With each week that passes, it seems that another local authority joins the list of those whose finances have reached crisis point. First it was Northamptonshire County Council that hit the headlines, but top-tier councils in Sussex, Lancashire, Suffolk, Surrey, Torbay and Oxfordshire also seem to be feeling the heat. And Somerset County Council, down the road from me, has just voted through £28 million of cuts over the next two years, leading opposition councillors to describe the council as on the ‘brink of bankruptcy’.
Anybody who wonders how we’ve managed to get into this state has clearly not been paying attention. Demand for local government services has risen steeply, especially adult social care and childrens services, partly due to changing demographics and partly as a result of government austerity measures.
At the same time, the amount of funding available to local government has fallen significantly, again due to government austerity measures. The Local Government Association has calculated that, by 2020, councils will have lost 60p in every £1 of funding from the pre-austerity era.
So this is not just a few rogue councils that haven’t managed to keep control of their finances. This is a systemic issue. And it is one that is going to get worse.
Because local authorities have statutory obligations in respect of adult social care and childrens services, this is (quite understandably) where many of them are prioritising their limited funding. But because demand for these services is rising, the amount of funding left over to provide other services is falling.

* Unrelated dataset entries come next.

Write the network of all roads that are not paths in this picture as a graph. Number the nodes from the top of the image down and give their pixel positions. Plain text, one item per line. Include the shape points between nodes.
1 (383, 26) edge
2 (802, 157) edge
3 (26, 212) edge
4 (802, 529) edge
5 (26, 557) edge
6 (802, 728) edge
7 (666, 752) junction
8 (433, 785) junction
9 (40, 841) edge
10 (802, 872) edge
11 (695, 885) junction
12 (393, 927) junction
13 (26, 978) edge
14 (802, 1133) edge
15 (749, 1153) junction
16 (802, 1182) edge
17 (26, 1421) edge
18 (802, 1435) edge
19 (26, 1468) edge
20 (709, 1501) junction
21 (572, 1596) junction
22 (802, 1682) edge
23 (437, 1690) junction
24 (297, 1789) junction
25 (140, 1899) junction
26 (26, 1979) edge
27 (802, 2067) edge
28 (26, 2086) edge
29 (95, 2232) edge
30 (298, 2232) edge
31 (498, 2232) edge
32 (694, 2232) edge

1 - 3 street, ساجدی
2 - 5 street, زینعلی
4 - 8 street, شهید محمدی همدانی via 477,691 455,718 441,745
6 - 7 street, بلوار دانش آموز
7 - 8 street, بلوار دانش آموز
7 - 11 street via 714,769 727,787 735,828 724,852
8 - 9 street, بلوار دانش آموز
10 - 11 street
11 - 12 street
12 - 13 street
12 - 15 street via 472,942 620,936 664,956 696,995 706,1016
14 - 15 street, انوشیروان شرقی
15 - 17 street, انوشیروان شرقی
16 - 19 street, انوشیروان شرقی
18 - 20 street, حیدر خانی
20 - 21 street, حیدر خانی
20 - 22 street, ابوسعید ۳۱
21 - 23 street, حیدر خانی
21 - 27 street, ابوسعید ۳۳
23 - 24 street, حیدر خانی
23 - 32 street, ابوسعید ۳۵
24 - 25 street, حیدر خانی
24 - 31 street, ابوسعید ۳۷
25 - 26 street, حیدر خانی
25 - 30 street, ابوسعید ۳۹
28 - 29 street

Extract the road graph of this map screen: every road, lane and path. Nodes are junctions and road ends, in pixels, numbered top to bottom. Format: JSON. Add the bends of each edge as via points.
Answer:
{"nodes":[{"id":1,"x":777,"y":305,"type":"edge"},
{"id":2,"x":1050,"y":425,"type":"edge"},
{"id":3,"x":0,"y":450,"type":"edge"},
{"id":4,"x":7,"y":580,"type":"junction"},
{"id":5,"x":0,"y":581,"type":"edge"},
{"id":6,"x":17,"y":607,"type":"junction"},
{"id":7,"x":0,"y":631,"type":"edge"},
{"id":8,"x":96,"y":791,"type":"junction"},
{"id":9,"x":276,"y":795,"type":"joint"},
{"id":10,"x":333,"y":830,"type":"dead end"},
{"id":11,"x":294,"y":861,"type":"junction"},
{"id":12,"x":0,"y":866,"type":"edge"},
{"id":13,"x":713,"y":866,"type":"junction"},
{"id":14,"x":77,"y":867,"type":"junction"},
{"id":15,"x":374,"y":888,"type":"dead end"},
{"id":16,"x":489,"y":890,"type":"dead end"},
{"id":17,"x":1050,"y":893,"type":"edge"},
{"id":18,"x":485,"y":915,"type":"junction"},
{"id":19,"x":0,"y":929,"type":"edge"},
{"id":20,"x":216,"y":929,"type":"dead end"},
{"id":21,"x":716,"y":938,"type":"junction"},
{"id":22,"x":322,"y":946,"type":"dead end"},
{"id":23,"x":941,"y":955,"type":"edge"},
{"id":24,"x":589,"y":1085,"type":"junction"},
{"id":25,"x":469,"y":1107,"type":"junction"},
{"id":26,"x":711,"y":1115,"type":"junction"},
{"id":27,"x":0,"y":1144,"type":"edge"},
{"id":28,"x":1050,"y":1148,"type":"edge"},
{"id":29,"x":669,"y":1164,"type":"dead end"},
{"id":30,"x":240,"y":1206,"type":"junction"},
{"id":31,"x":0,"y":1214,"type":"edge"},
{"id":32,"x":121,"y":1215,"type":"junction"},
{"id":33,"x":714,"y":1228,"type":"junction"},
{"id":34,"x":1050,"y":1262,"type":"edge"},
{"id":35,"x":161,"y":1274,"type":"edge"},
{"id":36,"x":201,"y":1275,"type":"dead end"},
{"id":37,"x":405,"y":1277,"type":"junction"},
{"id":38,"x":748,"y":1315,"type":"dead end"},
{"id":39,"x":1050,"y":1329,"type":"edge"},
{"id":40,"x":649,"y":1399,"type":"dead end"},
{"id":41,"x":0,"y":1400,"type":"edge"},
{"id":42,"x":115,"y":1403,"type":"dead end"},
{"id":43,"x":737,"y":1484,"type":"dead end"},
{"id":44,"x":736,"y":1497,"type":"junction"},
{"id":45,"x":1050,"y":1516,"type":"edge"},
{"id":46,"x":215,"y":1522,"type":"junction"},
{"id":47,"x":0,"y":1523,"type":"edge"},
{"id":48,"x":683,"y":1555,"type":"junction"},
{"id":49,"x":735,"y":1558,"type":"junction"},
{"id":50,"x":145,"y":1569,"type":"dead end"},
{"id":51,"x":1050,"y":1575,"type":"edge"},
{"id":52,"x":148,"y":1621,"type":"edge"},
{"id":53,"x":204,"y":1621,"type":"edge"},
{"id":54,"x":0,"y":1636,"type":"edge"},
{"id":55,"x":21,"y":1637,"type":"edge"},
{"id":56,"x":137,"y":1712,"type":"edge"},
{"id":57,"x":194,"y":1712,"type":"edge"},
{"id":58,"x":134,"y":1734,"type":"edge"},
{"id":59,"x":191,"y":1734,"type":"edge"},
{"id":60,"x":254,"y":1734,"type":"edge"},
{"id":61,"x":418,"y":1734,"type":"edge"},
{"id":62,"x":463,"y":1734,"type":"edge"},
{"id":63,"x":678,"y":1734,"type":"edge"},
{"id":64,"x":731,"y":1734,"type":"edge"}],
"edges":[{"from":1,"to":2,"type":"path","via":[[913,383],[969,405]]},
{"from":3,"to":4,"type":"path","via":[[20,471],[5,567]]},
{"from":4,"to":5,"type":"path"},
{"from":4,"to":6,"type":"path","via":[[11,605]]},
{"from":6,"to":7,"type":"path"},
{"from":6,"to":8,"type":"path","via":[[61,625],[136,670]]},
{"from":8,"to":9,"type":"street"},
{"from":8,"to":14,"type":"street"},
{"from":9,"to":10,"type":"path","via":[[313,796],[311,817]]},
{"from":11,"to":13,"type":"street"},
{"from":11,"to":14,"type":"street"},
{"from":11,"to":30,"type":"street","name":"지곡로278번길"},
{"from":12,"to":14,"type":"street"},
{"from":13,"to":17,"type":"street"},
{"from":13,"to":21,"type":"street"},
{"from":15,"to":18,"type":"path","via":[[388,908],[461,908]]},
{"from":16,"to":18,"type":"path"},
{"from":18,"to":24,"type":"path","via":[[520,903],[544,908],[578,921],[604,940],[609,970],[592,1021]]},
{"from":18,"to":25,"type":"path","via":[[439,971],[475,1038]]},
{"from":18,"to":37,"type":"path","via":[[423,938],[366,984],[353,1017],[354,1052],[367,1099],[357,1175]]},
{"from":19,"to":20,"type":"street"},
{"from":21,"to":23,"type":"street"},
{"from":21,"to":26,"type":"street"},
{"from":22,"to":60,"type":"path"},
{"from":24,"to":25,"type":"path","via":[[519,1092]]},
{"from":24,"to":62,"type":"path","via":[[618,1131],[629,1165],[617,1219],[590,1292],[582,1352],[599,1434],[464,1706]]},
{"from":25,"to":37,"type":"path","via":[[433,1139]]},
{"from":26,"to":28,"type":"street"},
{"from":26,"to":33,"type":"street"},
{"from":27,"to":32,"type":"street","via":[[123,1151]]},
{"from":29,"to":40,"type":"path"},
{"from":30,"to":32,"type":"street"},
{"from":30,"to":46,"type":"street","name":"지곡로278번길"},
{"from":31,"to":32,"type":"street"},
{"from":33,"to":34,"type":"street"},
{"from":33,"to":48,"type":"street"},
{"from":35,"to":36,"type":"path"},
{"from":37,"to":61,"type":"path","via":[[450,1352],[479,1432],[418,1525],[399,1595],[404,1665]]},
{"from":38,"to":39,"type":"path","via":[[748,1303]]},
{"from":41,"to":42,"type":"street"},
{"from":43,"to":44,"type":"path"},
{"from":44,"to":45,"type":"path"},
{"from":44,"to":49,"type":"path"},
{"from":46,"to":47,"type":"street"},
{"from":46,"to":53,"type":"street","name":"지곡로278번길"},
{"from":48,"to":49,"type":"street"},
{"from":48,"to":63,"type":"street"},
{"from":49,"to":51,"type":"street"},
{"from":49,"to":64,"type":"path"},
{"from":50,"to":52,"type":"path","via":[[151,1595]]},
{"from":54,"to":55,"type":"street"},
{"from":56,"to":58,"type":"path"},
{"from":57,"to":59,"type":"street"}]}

And so many of these other services, from refuse collection to libraries to the gritting of icy roads, are being cut. My local council, for example, has removed many of the public litter bins from our town, to save itself the cost of emptying them.
In addition to cutting services, local authorities have been trying all kinds of things to make ends meet. Some are buying commercial properties, in the hope that the income that these generate will help to fill the holes in their finances. Others have been relying on the voluntary and community sector to pick up the slack.
And a few have opted for mergers and full-scale reorganisation in a last-ditch attempt to make things stack up. In Northamptonshire, for example, councillors have decided to replace the county council and seven district councils with two new unitary authorities.
While I can sympathise with the councils involved, the actions that they are being forced to take concern me deeply. Because these actions are being driven by a financial imperative, rather than because they will allow the councils to improve the quality of the services that they provide to local people. They are being taken not because councils want to take them, but because they have no other choice.
Only two things will solve this crisis. The first is genuine innovation in the way in which we deliver public services at the local level. The New Local Government Network has proposed some ideas in its recent publication Rebalancing the power. But such things take time. They take money. And local government doesn’t have much left of either.
The only other thing that can solve this crisis is money. Local government needs a better, fairer and more resilient approach to funding. And ideally one that allows local government to take control of its own financial destiny, rather than leave it at the mercy of Westminster’s machinations.
But as Bob Kerslake, cross-bench peer and former permanent secretary at the Department for Communities and Local Government observed just this week, the Government is far too focused on the shambles that is the Brexit debate to notice that local government is on its knees.
This is not a problem that will go away. And if we don’t do something soon, that list of local authorities in crisis is going to get a whole lot longer.